*WORK INSTRUCTIONS:*
Scan the listing and copy each line where the word "Маркса" is present.
*** DATA TO PROCESS Section Begins ***
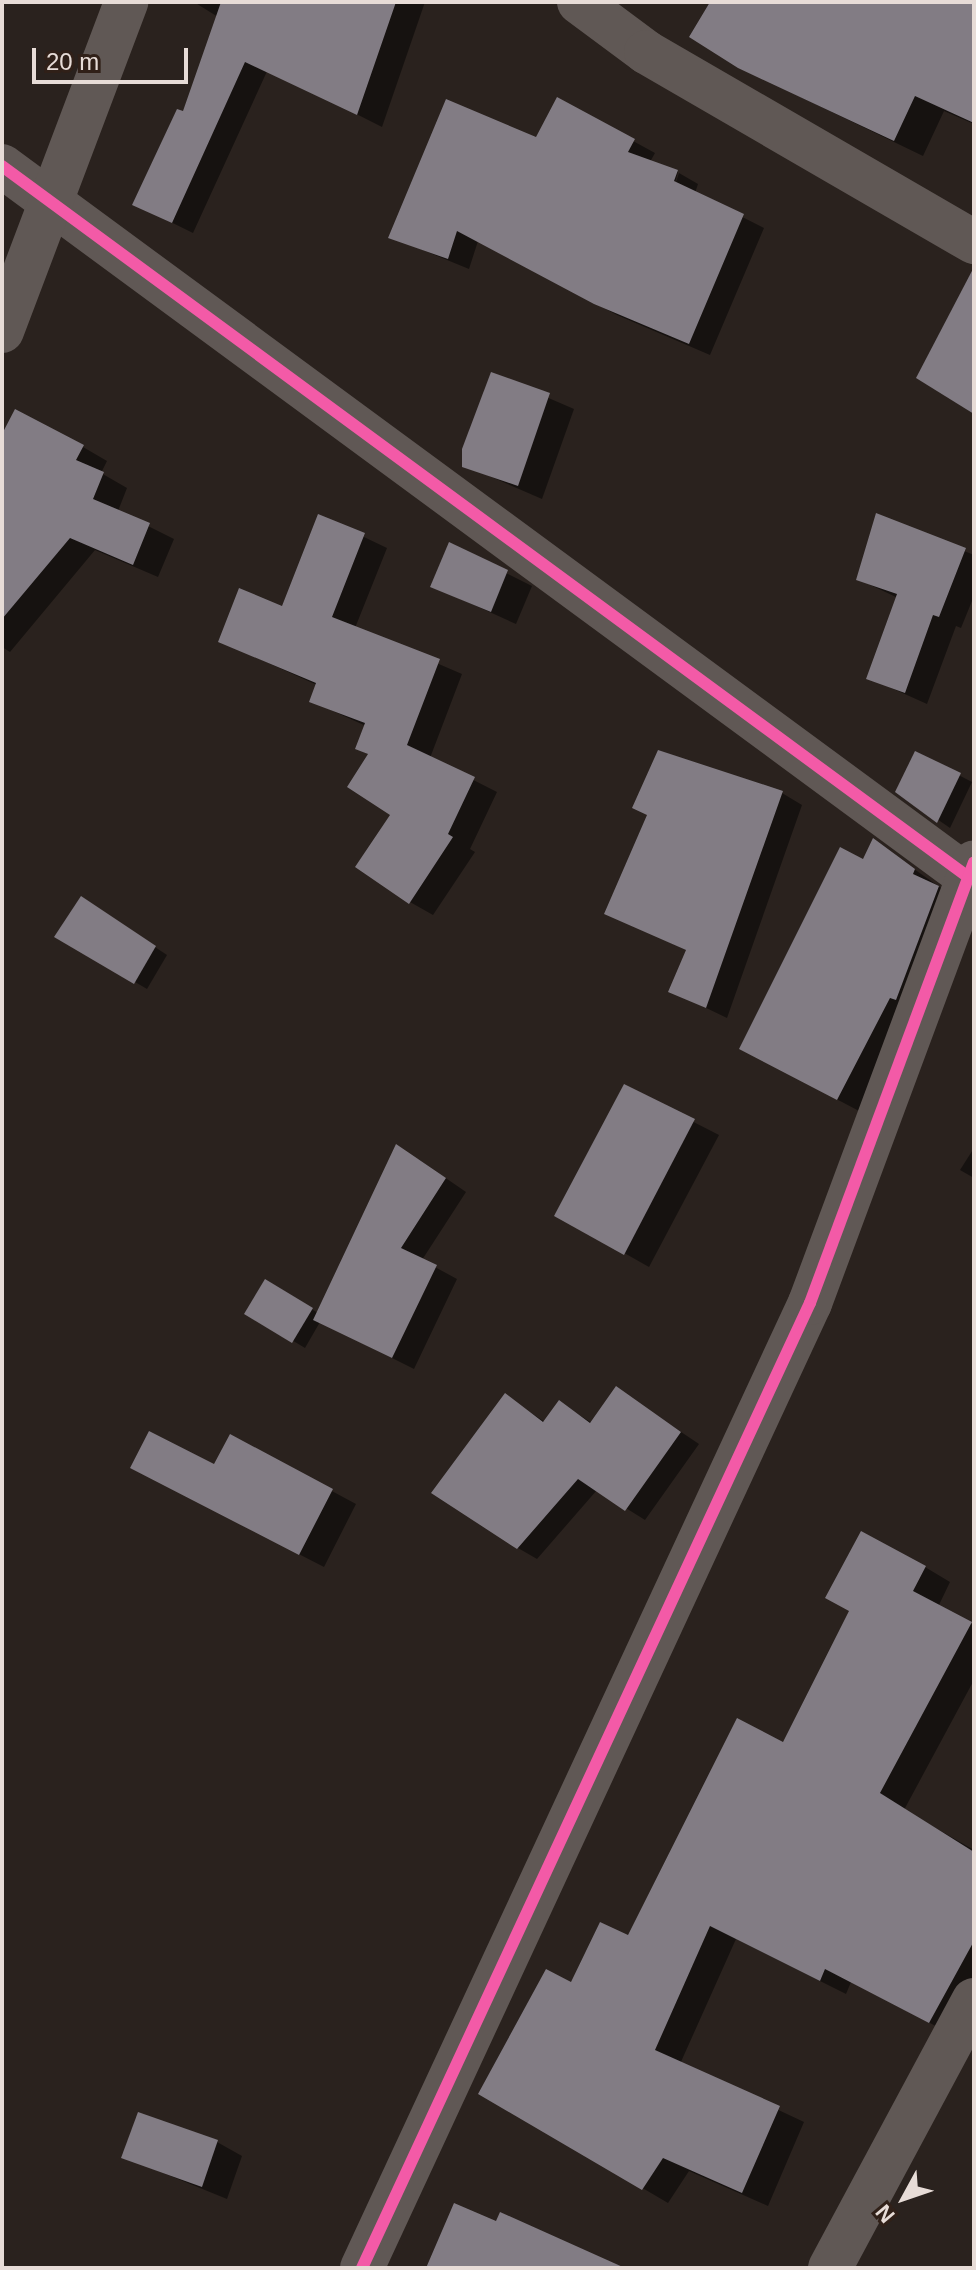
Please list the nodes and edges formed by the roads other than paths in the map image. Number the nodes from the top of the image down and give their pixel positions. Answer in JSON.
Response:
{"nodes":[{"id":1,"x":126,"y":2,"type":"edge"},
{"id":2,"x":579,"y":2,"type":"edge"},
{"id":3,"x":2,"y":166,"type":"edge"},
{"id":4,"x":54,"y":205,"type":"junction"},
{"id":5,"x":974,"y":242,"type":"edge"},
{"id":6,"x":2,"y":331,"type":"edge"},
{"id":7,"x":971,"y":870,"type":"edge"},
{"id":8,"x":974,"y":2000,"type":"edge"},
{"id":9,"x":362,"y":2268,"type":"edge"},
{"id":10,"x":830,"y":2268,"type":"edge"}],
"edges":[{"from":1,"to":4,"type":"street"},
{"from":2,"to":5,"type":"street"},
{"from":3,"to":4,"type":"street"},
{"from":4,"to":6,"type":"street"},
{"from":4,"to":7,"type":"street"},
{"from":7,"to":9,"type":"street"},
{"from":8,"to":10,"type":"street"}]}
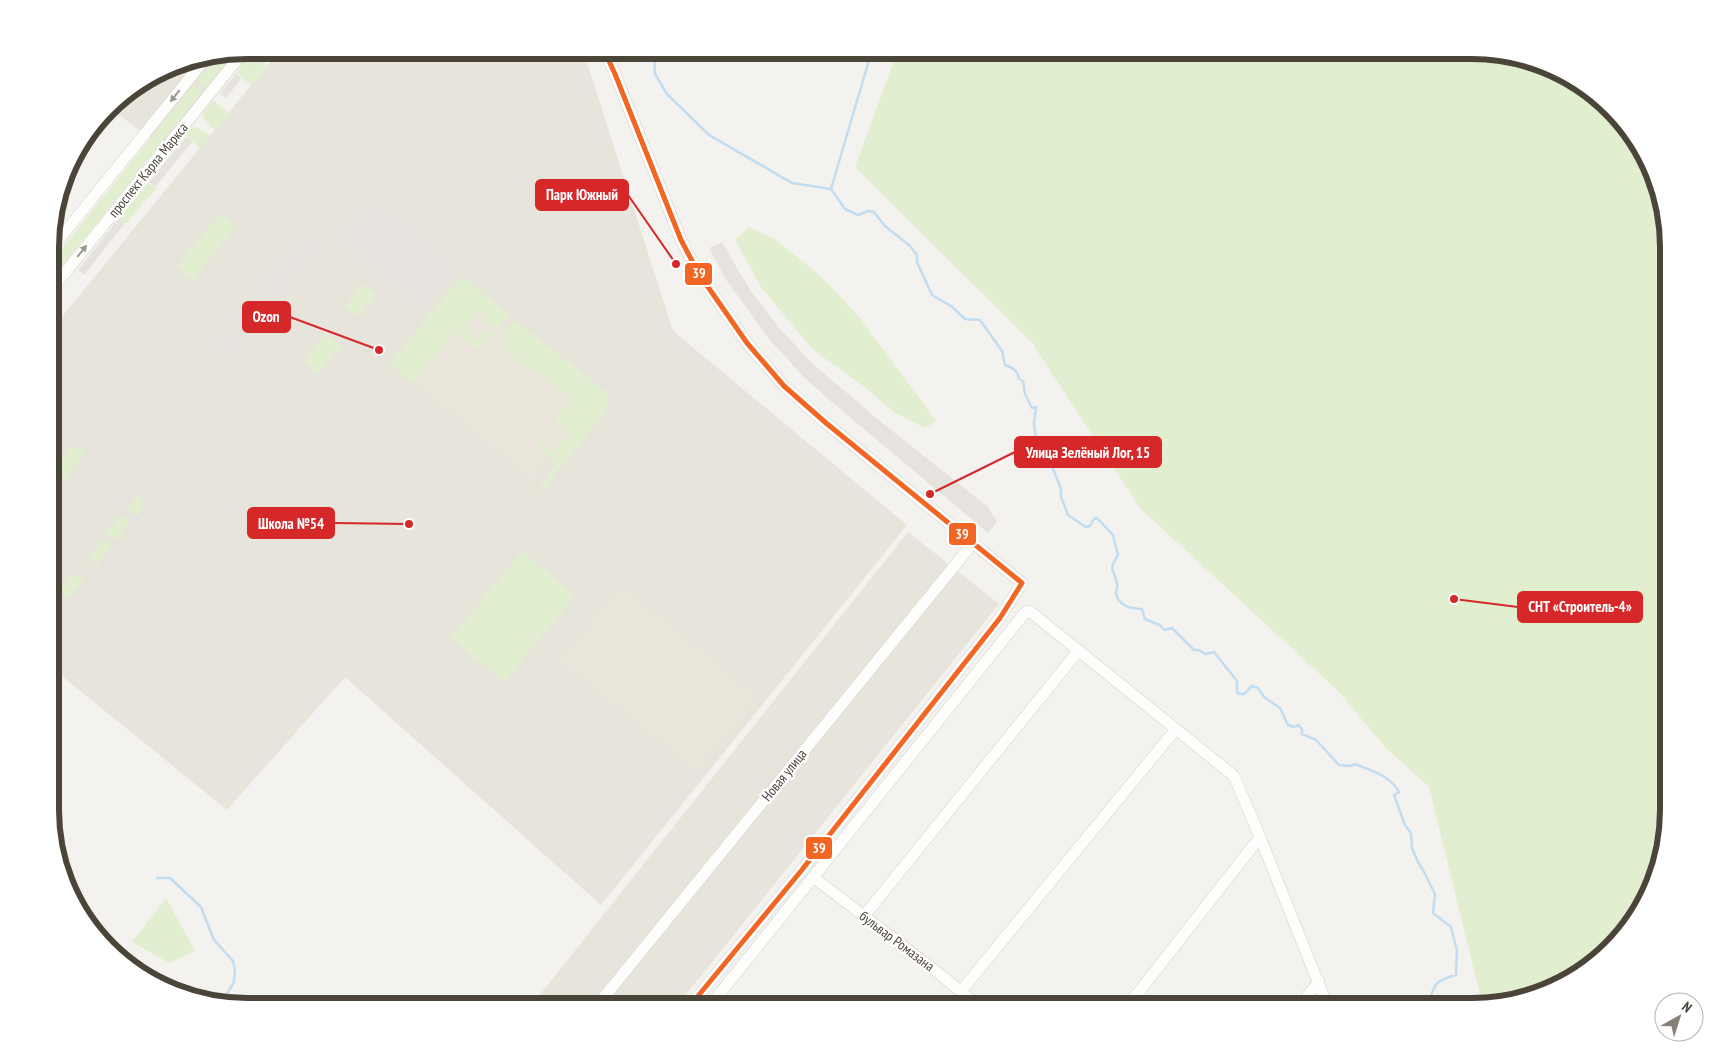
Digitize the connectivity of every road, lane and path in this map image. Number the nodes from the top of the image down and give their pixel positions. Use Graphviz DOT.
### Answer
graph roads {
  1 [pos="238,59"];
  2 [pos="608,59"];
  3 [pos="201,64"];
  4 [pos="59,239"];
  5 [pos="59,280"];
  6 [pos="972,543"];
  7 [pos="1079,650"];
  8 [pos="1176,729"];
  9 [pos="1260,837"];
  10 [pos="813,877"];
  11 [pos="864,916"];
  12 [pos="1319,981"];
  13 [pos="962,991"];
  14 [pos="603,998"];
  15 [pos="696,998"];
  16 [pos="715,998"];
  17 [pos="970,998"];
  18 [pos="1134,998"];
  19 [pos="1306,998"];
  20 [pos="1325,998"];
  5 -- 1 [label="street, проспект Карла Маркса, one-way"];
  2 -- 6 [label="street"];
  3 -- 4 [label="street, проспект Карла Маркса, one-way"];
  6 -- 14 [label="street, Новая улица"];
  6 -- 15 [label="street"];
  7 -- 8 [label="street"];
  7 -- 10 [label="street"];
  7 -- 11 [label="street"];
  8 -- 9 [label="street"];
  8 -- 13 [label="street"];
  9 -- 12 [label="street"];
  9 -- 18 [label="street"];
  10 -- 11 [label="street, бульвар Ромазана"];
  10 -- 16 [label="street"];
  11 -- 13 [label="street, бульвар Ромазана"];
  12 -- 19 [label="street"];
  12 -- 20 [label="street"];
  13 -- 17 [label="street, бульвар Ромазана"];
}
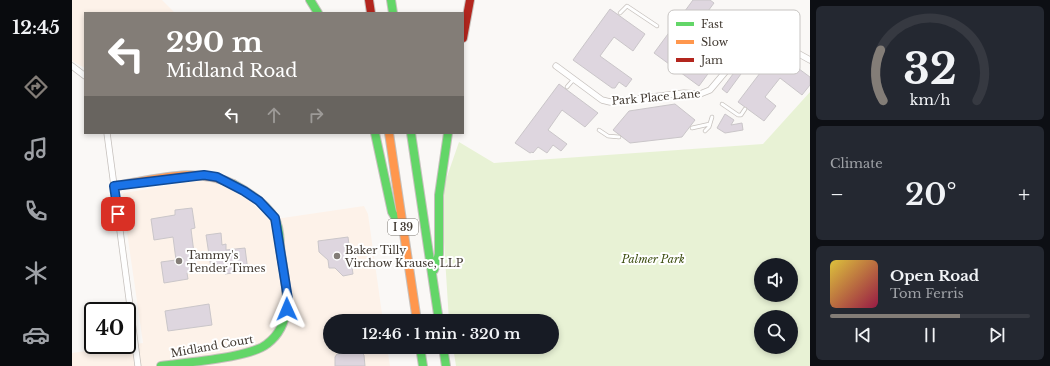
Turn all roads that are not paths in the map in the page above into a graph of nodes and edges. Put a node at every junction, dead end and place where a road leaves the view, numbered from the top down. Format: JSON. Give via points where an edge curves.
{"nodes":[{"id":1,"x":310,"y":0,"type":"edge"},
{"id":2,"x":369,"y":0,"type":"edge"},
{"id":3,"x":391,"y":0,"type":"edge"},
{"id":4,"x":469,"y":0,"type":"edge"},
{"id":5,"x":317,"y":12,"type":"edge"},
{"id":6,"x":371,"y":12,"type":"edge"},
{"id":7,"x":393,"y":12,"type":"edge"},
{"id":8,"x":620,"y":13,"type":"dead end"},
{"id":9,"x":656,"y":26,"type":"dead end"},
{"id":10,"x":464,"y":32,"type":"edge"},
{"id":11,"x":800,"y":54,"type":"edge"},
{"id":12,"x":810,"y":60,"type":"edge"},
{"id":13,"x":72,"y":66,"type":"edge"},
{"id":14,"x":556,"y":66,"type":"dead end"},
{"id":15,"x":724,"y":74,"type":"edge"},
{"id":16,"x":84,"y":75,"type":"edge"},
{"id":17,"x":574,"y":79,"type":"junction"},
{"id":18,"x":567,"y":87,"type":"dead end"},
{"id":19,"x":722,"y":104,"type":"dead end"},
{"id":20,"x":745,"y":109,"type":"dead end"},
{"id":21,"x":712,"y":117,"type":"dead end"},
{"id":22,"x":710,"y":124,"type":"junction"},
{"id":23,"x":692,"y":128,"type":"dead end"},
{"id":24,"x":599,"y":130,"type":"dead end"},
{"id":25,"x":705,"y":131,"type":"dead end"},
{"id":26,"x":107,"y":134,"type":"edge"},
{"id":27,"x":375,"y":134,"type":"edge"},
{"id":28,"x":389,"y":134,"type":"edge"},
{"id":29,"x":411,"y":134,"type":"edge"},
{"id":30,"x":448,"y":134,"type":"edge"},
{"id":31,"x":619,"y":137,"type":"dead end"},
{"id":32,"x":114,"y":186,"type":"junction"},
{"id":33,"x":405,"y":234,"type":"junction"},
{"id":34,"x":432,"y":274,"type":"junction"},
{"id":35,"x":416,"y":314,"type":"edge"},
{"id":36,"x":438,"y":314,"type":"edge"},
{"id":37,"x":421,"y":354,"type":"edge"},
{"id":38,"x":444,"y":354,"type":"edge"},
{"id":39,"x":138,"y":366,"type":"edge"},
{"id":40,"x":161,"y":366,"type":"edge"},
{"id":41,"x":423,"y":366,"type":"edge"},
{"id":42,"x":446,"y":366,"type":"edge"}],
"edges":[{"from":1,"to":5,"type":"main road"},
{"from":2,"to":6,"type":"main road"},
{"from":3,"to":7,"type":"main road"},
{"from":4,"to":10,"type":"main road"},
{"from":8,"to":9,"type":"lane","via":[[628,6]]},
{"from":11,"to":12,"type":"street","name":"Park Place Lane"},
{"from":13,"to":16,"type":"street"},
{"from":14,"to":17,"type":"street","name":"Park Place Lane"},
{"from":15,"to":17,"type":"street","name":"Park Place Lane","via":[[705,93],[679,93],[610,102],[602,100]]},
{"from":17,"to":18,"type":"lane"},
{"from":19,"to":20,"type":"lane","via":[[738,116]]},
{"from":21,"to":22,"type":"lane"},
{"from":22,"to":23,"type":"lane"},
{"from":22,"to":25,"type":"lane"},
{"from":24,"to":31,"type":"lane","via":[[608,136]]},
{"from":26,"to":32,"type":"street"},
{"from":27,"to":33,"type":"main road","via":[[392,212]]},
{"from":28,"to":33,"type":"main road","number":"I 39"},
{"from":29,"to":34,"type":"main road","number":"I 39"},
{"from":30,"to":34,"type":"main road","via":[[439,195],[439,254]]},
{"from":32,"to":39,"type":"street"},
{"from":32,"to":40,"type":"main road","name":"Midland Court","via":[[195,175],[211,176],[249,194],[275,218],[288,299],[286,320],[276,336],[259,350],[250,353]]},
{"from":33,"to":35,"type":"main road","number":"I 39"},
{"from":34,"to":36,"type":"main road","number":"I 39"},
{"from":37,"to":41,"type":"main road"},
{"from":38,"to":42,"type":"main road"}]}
*** DATA TO PROCESS Section Ends ***
*ANSWER SECTION:*
  5 -- 1 [label="street, проспект Карла Маркса, one-way"];
  3 -- 4 [label="street, проспект Карла Маркса, one-way"];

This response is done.